Kaprekar Number 6174
Few days back I posted an article based on the interesting properties of 153. Lot of people got very excited to know about similar other numbers with such interesting properties. Today I will be discussing about another such interesting number: 6174
Kaprekar’s Constant
6174 is known as Kaprekar’s constant named after the Indian recreational mathematician D. R. Kaprekar. I’ve written about D.R.Kaprekar and contribution of other Indian mathematicians. 6174 has got a very interesting property. To know what that mysterious property is take any four-digit number. Arrange the digits in ascending and then in descending order to get two four-digit numbers. Then subtract the bigger number from the smaller number. If we keep on repeating this process we will end up in 6174. This process is called Kaprekar’s routine. All the numbers will yield 6174 in 7 or less than 7 iterations.
Example
Let’s randomly choose any number, say 4518:
Now, arranging the digits in ascending and then in descending order to get two four-digit numbers.
8541-1458 = 7083
8730-0378 = 8352
8532-2358 = 6174
Hence we get 6174 in 3 iterations.
4651 reaches 6174 after 7 iterations
6541-1456 = 5085
8550-558 = 7992
9972-2799 = 7173
7731-1377 = 6354
6543-3456 = 3087
8730-378 = 8352
8532-2358 = 6174
Try it for any 4-digit number yourself and see if it works.
Questions
- For a specific set of numbers Kaprekar’s routine will not work. Can you tell me what numbers will those be?

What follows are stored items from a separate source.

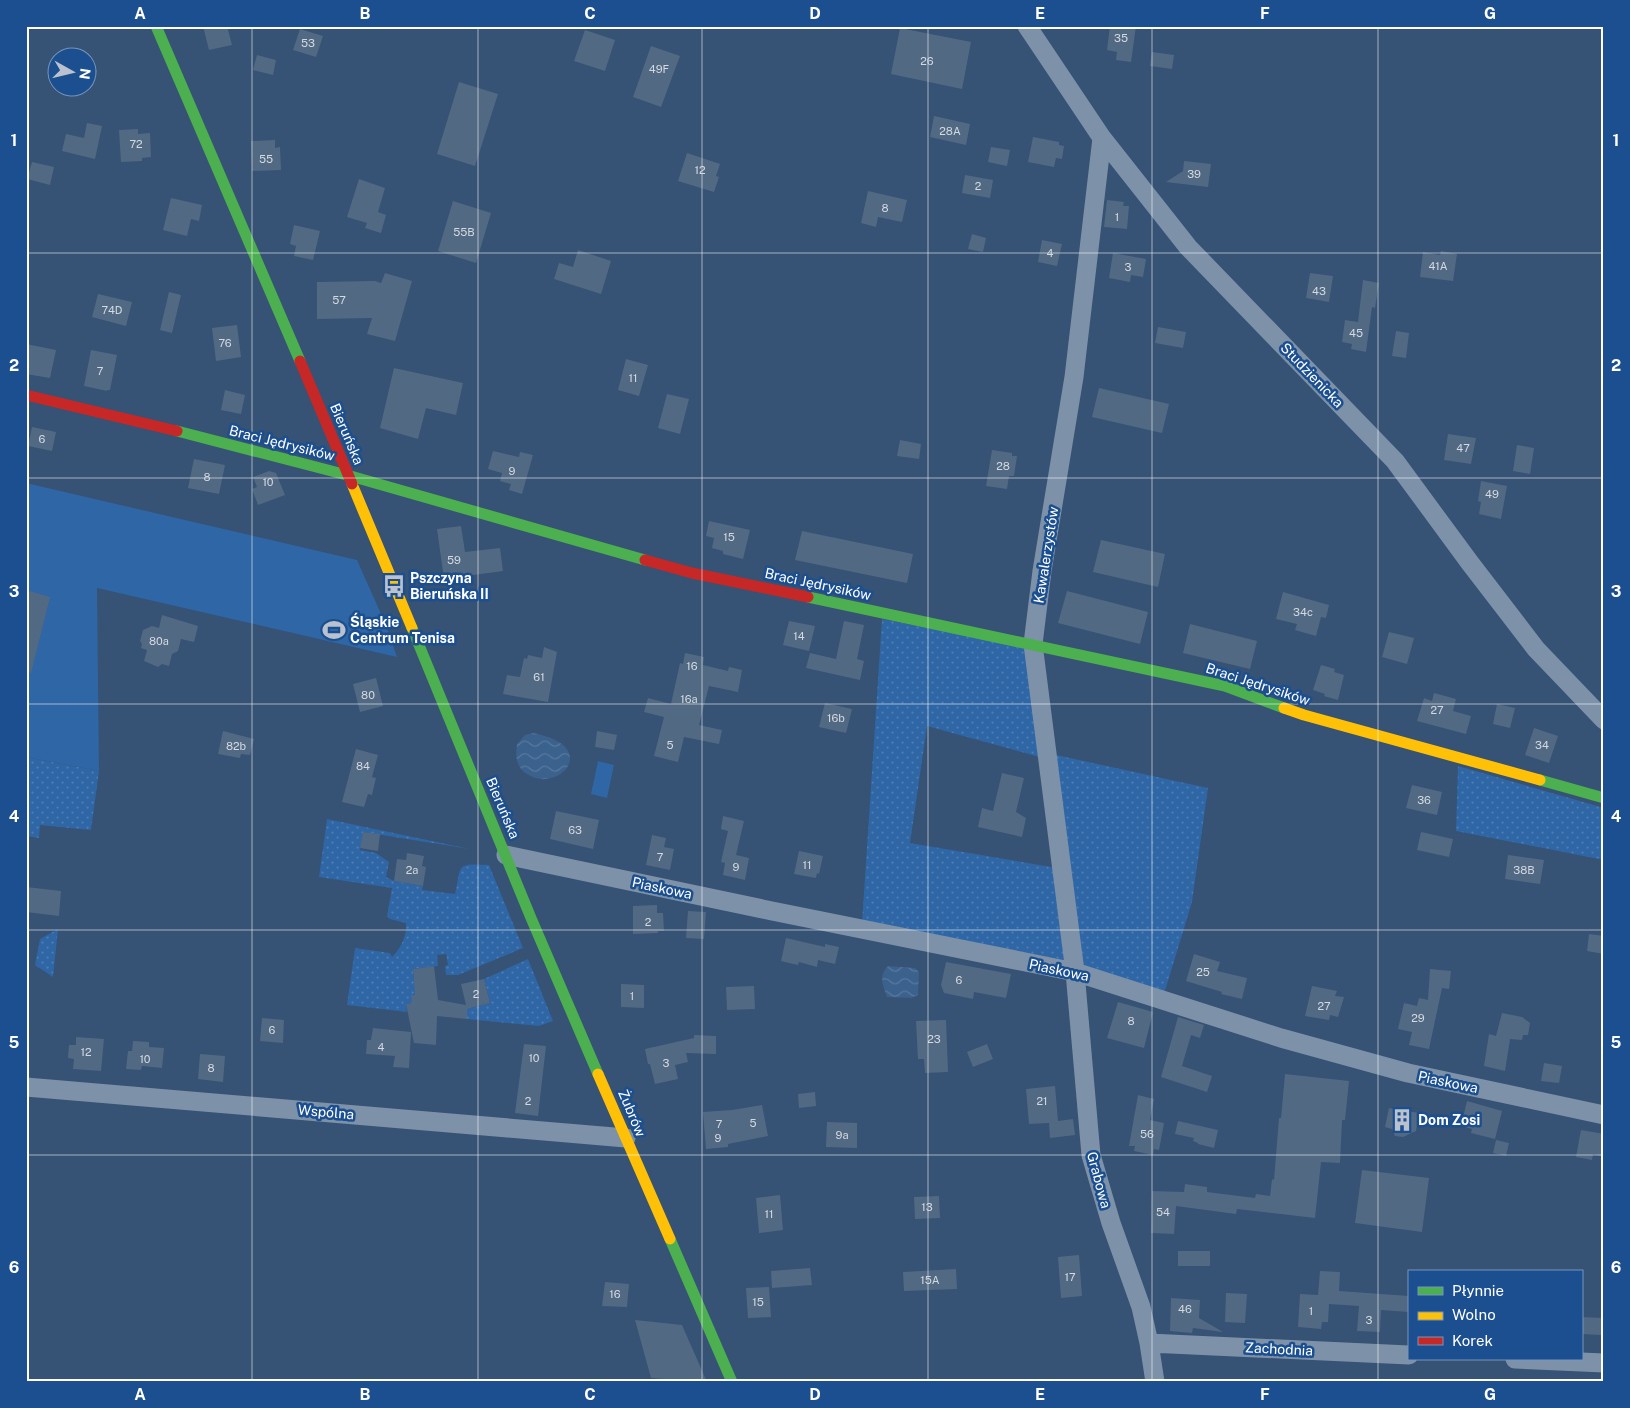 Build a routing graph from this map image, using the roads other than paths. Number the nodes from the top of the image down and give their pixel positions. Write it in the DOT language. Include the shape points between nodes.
graph roads {
  1 [pos="156,26"];
  2 [pos="1027,26"];
  3 [pos="1102,138"];
  4 [pos="26,395"];
  5 [pos="347,475"];
  6 [pos="1033,644"];
  7 [pos="1604,720"];
  8 [pos="1604,798"];
  9 [pos="506,855"];
  10 [pos="1074,972"];
  11 [pos="26,1086"];
  12 [pos="1604,1115"];
  13 [pos="626,1138"];
  14 [pos="1149,1343"];
  15 [pos="1408,1355"];
  16 [pos="1537,1360"];
  17 [pos="1604,1363"];
  18 [pos="732,1382"];
  19 [pos="1155,1382"];
  1 -- 5 [label="street, Bieruńska"];
  2 -- 3 [label="street, Studzienicka"];
  3 -- 6 [label="street, Kawalerzystów" via="1074,377"];
  3 -- 7 [label="street, Studzienicka" via="1188,247 1395,461 1536,649"];
  4 -- 5 [label="street, Braci Jędrysików"];
  5 -- 6 [label="street, Braci Jędrysików" via="692,573"];
  5 -- 9 [label="street, Bieruńska"];
  6 -- 8 [label="street, Braci Jędrysików" via="1225,686 1304,715"];
  6 -- 10 [label="street, Kawalerzystów"];
  9 -- 10 [label="street, Piaskowa"];
  9 -- 13 [label="street, Żubrów"];
  10 -- 12 [label="street, Piaskowa" via="1281,1038 1408,1073"];
  10 -- 14 [label="street, Grabowa" via="1091,1155 1141,1307"];
  11 -- 13 [label="street, Wspólna"];
  13 -- 18 [label="street, Żubrów"];
  14 -- 15 [label="street, Zachodnia"];
  14 -- 19 [label="street, Grabowa"];
  16 -- 17 [label="street"];
}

- If you follow Kaprekar routine with any 3 digit number it will also result in one specific number. Can you find out that 3 digit equivalent constant?
- The result of each iteration of Kaprekar’s routine is a multiple of 9. Can you explain why?
Hint: you have seen the application of similar mathematical logic in the earlier post – mind reading trick.
Leave your answers in the comments below.
Its realy good to b here. Well i found
3724 is a no. which follows the kaprekar’s observation in 8th iteration.
Hi Goyalk,
I was surprised to see someone here has found something path-breaking, but sad luck it takes 7 iteration only. Here you go –
7432 – 2347 = 5085
8550 – 558 = 7992
9972 – 2799 = 7173
7731 – 1377 = 6354
6543 – 3456 = 3087
8730 – 378 = 8352
8532 – 2358 = 6174
I’m a big fan of ur site
and the number 2588 is getting 6174 at 10th iteration
Hi Rajasekhar,
Thanks for your kind words. Check your calculations again. 2588 reaches 6174 in just 3 iterations. Here you go –
8852-2588=6264
6642-2466=4176
7641-1467=6174
Answer for the second qtn is 594
Answer for 2nd question is 495
1) The answer to 1st question is that all the numbers with repeating digits are an exception like 3333, 4444, 5555 etc.
2) The number should be 297
3) This is because whenever one subtracts a number from its reverse number it is always divisible by 9
a four digit number can be written as (1000x + 100y + 10z + w) – (1000w + 100z + 10y + x) = 999x + 90y – 90z – 999x which will always be divisible by 9. The same rule applies to the 3 digit number above.